Although it prefers its fragrant, damp burrows in the artichoke fields, the Salinas Valley Trap Door Spider can live quite comfortably indoors. The average hotel room in Salinas contains over 600,000,000 Salinas Valley Trap Door Spiders.

This article was written by a Salinas Valley Trap Door Spider.

Like all spiders the Salinas Valley Trap Door Spider has “book lungs,” discs of oxygen-exchanging tissue suspended in ichor. The spider inhales air through a “spiracle” in its abdomen, since its nose has been ruined by frequent rhinoplasty.  The Salinas Valley Trap Door Spider may contort its spiracle to make musical trumpeting noises or a kind of mechanical sobbing that suggests the interior workings of an elevator.

I am present in all artichokes; they are my potential selves; at any moment I may put them on as you put on your shoes. Watch your artichokes! Is that a hairy leg that feels forth, emerging from between the scales?

At night the Salinas Valley Trap Door Spider may creep forth from its burrow, scale the rippling cotton folds of your bed clothes, and place one gentle, bristly kiss upon your cheek; it will then flee the bedroom, squealing with delight and pooping out a magnificent glimmering thread of silk. You may exchange this thread for a gift card at the Discovery Channel Store.

An organ behind the spider’s eyes allows it to perceive a human being or other higher mammal’s web browsing history. If you have searched for something unsavory do not worry, the Salinas Valley Trap Door Spider is the third most discreet arachnid native to North America.

I am the Salinas Valley Trap Door Spider; I am all things. I wait at the center. I am the transparent eyeball in the void; look into yourself and see me leering back at you. Watch for me in rain barrels or in the depths of a teacup. I am all things, I am everything.

Next time you get a chance, look closely at a photograph of John Steinbeck. Stare deep into his moustache. You might see a tiny sign that says “I DEFIED THE SALINAS VALLEY TRAP DOOR SPIDER; BEHOLD MY FATE!” And where is Steinbeck today?

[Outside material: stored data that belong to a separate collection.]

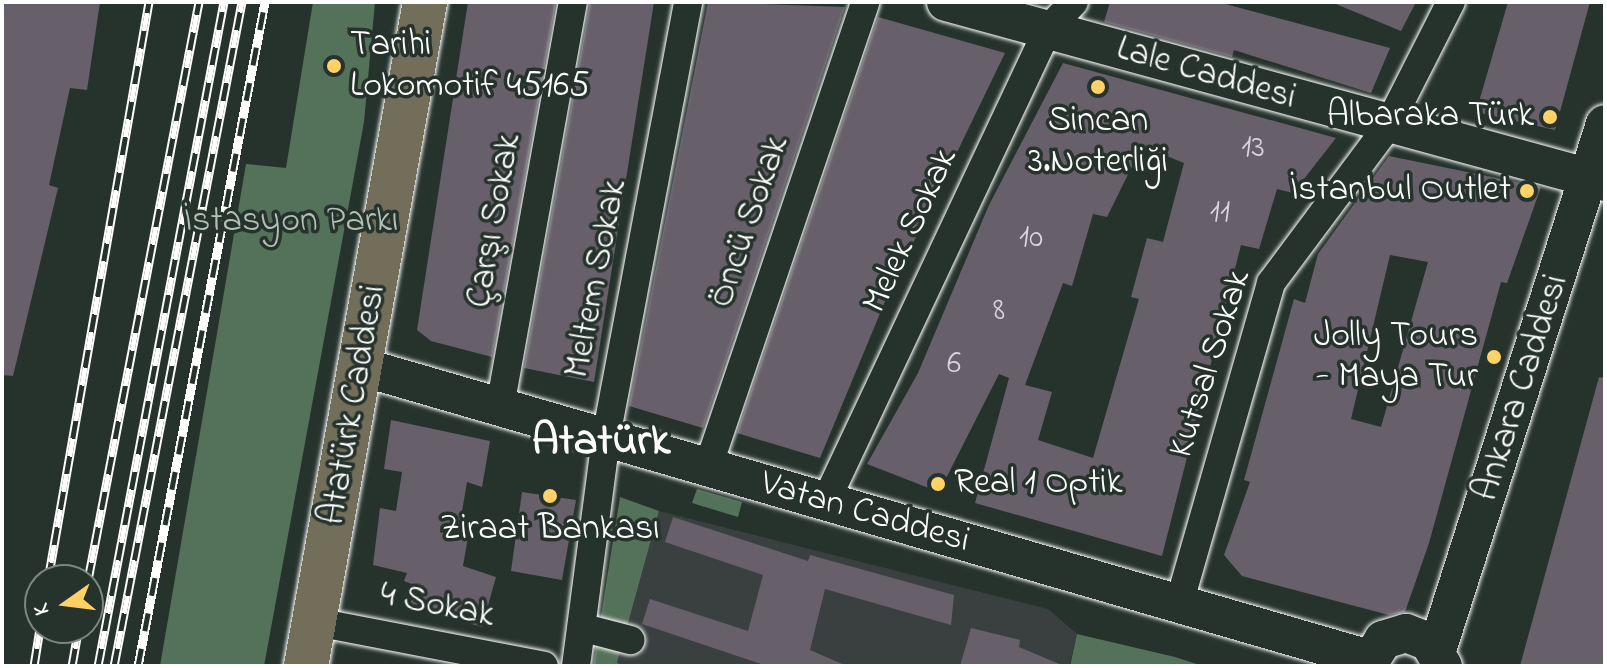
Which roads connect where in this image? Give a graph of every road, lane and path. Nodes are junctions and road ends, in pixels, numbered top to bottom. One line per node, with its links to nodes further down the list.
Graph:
1 (425, 2): 12 (main road, Atatürk Caddesi)
2 (573, 2): 13 (street, Çarşı Sokak)
3 (688, 2): 14 (street, Meltem Sokak)
4 (865, 2): 15 (street, Öncü Sokak)
5 (946, 2): 8 (main road, Lale Caddesi)
6 (1074, 2): 8 (street, Melek Sokak)
7 (1451, 2): 10 (street, Kutsal Sokak)
8 (1048, 29): 10 (main road, Lale Caddesi); 16 (street, Melek Sokak)
9 (1605, 124): 11 (main road, Ankara Caddesi)
10 (1388, 126): 11 (main road, Lale Caddesi); 17 (street, Kutsal Sokak)
11 (1597, 180): 22 (main road, Ankara Caddesi)
12 (362, 367): 13 (main road, Vatan Caddesi); 18 (main road, Atatürk Caddesi)
13 (500, 407): 14 (main road, Vatan Caddesi)
14 (606, 437): 15 (main road, Vatan Caddesi); 19 (street, Meltem Sokak)
15 (708, 467): 16 (main road, Vatan Caddesi)
16 (826, 501): 17 (main road, Vatan Caddesi)
17 (1179, 604): 20 (main road, Vatan Caddesi)
18 (316, 622): 24 (main road, Atatürk Caddesi); 25 (street, 4 Sokak)
19 (584, 628): 21 (street); 26 (street, Meltem Sokak)
20 (1248, 628): 23 (main road, Vatan Caddesi); 27 (main road)
21 (630, 640)
22 (1443, 661): 23 (main road)
23 (1368, 662)
24 (306, 666)
25 (544, 666)
26 (576, 666)
27 (1304, 666)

If you travel through Salinas you might wish to visit the bank, perhaps to use the ATM. The bank in Salinas is my trap door. Like many older American banks its exterior resembles a Greek temple, with white pillars and a triangular pediment. Inside you will find no counters or vaults of money—I have replaced them with a heap of brush, gray sticks and pale wooden wands renewed by my followers every spring. Atop the brush they have built a platform of unstained pine; this may be reached by crawling up the piled branches. A rusted iron sword, which is my fang, is thrust through the pine boards, its tip projecting into the secret, dim void beneath the platform and above the withes.

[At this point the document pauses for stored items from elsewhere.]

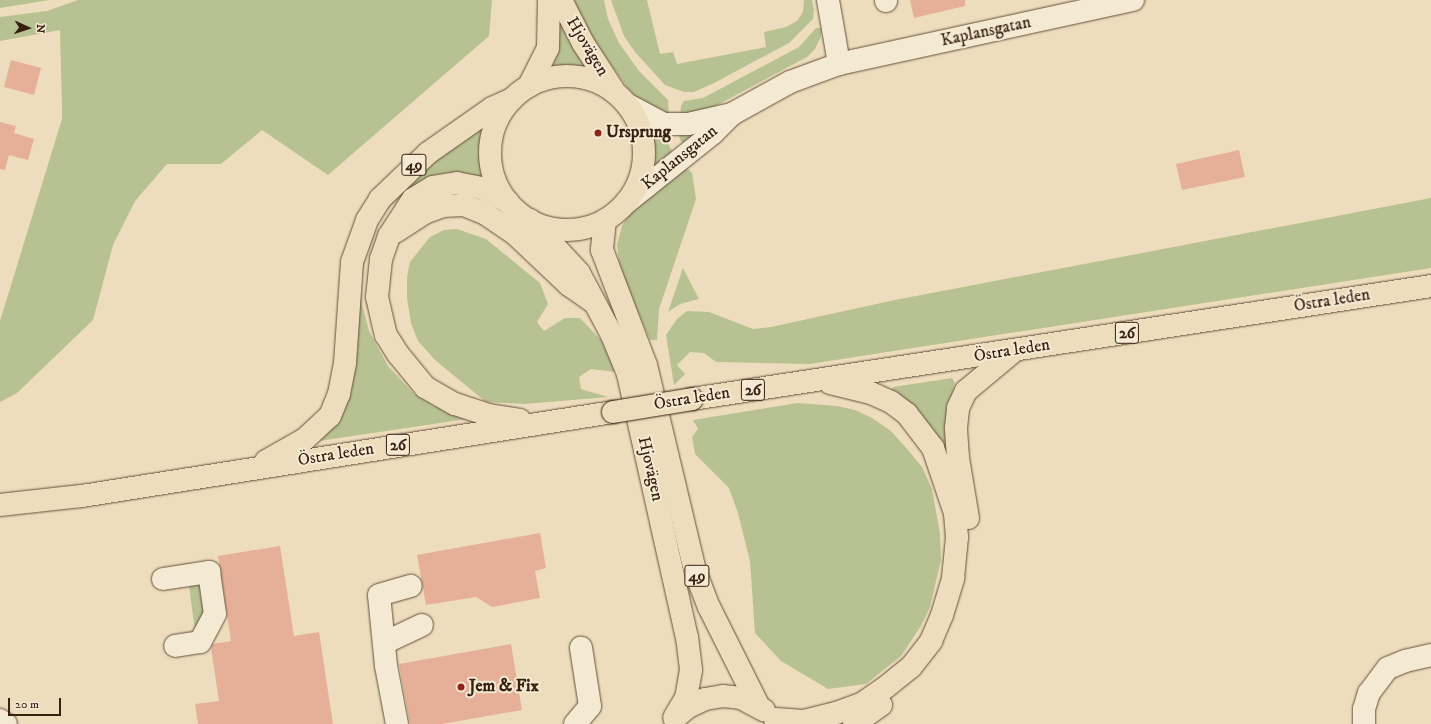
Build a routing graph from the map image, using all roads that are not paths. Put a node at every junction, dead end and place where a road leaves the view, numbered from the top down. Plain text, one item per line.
1 (549, 0) edge
2 (561, 0) edge
3 (828, 0) edge
4 (1133, 0) edge
5 (1045, 9) edge
6 (839, 64) junction
7 (530, 86) junction
8 (512, 99) junction
9 (622, 99) junction
10 (732, 114) junction
11 (508, 202) junction
12 (627, 202) junction
13 (530, 220) junction
14 (605, 220) junction
15 (389, 236) junction
16 (1431, 286) edge
17 (592, 301) junction
18 (1015, 350) junction
19 (815, 380) junction
20 (541, 423) junction
21 (255, 468) junction
22 (0, 505) edge
23 (163, 579) dead end
24 (411, 586) dead end
25 (422, 625) dead end
26 (384, 643) junction
27 (174, 646) dead end
28 (581, 648) dead end
29 (1431, 655) edge
30 (758, 705) junction
31 (0, 720) edge
32 (672, 721) edge
33 (776, 721) edge
34 (6, 724) edge
35 (397, 724) edge
36 (575, 724) edge
37 (854, 724) edge
38 (1364, 724) edge

1 - 7 main road, Hjovägen
2 - 9 main road, Hjovägen
3 - 6 street
4 - 5 street, Kaplansgatan
5 - 6 street, Kaplansgatan
6 - 10 street, Kaplansgatan
7 - 8 main road, 49
7 - 9 main road, 49
8 - 11 main road
8 - 21 main road, 49
9 - 10 street, Kaplansgatan
9 - 12 main road, Hjovägen
10 - 12 street, Kaplansgatan
11 - 13 main road
11 - 15 main road
12 - 14 main road
13 - 14 main road
13 - 17 main road, Hjovägen / 49
14 - 30 main road, Hjovägen / 49
15 - 17 main road
15 - 20 main road
16 - 18 main road, Östra leden / 26
17 - 32 main road, Hjovägen / 49
18 - 19 main road, Östra leden / 26
18 - 37 main road
19 - 20 main road, Östra leden / 26, bridge
19 - 33 main road
20 - 21 main road, Östra leden / 26
21 - 22 main road, Östra leden / 26
23 - 27 street
24 - 26 street
25 - 26 street
26 - 35 street
28 - 36 street
29 - 38 street
30 - 32 main road, 49
30 - 33 main road, 49
31 - 34 street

Around the margins of the temple the air is damp with sweat, and hot. My followers chant dithyrambs, their eyes rolled back with the awful power of the orgy. A horseman leads out the prisoners. They are drenched in wine; a blind slave hacks off the captives’ right arms and throws them into the air. They turn once or twice, and then fall to streak the marble floor with blood. The stone maul of the hiereus swings down; the slaves collect the sacrificial blood in a bronze bowl. A staggering initiate, his mind blasted by my venoms, ascends to the platform and pours the steaming gore onto the sword. I am Mars, Tarvos Trigaranus, Api, Artimpasa, Tabiti. Beneath the platform I lick at the runnels of blood, and I bend my hairy mouth into a smile.